Loving the Spring Snow!
It’s snowing again this morning and I love it. I know, most everyone is really tired of the snow, but honestly, I think these last snows of winter are as magical as the first ones. We have the “all’s well with the world” huge flakes coming down – you know, the same type as you see in the movies when the drama of the story sorts itself out into the feel-good ending.
Not-quite-ready-for-shorts weather broke out yesterday coming ahead of the storm, so I chose a skirt to wear. I also pampered myself by heading to my favorite place to work outside in the sun in this town and just soaked it in. I think yesterday was really the first warm day we’ve had this year – one warm enough to really relax into it. More will come, though. This has been a cold winter this year. Mom and I were talking about the year Dad passed away – that winter I was up here quite a bit and don’t think I really ever needed much more than a light jacket. Usually in the Cody area, you get a few really warm days during the winter, but we really didn’t get those this year. Just lots of cold – and more snow than people are used to. I still, though, revel in the fact that the winters are shorter here by a couple of months than where I used to live in Colorado.
It was those really long winters that got me looking more closely at phenology – the study of the seasons. When these types of spring storms came in the Colorado mountains, the calendar read mid-May to June. Already here, signs of spring are everywhere – from birds building their nests to the first “red dog” (a name used for bison calves) seen in Yellowstone. I also heard a report of the first grizzly bear sow and cub seen. I have an American Robin battling his reflection in one of the windows in my office, so need to spend a bit of time watching where the nest is being built this year.
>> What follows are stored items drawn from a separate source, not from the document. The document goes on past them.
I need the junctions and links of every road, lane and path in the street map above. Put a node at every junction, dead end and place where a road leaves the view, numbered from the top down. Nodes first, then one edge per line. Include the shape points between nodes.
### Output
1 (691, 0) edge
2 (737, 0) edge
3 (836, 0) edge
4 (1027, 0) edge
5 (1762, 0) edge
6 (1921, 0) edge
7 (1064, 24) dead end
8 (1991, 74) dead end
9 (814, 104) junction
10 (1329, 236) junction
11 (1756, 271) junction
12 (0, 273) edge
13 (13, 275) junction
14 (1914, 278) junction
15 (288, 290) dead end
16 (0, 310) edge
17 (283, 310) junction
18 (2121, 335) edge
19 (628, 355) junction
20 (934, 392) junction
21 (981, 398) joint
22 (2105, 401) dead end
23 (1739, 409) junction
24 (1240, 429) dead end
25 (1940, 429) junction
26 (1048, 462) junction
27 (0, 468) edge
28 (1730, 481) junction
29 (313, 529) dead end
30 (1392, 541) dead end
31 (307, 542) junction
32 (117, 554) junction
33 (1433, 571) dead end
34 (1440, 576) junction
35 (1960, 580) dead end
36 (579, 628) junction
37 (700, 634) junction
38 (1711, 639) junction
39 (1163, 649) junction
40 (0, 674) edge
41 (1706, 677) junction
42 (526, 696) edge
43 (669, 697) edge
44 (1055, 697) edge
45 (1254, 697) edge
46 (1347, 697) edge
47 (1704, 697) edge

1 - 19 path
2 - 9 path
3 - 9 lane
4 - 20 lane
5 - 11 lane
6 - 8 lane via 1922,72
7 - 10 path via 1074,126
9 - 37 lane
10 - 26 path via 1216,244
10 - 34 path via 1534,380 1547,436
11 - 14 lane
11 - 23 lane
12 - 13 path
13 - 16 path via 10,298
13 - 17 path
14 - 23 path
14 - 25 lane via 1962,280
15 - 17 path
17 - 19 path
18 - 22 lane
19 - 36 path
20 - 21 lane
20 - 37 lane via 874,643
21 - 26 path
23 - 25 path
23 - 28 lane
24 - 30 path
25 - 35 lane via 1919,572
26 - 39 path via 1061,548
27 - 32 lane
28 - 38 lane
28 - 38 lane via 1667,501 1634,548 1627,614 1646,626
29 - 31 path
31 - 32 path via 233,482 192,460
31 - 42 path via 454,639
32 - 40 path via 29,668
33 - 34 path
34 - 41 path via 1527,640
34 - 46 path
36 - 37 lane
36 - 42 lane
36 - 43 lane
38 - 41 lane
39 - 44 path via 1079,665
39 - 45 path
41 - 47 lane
And spring cleaning is underway. On these days when it’s just not quite nice enough to be outside for long, the energy we’d like to spend in the garden gets transferred to the inside of the house. My house plants have been re-potted and are ready to live where they are for the summer. Both Mom and I have dug into corners and deep cleaned quite a bit. I suppose that’s appropriate as once it’s warm the house will have to defer to our being outside. Anyway, a tidy house is easier to bear when you’re ready to be outside more.
Mom had posted this Robert Frost poem on her Facebook page six years ago today, showing this is just how it is here in Wyoming (and apparently pretty much everywhere that enjoys the luxury of seasons):
The sun was warm but the wind was chill.
You know how it is with an April day
When the sun is out and the wind is still,
You’re one month on in the middle of May.
But if you so much as dare to speak,
A cloud comes over the sunlit arch,
A wind comes off a frozen peak,
And you’re two months back in the middle of March.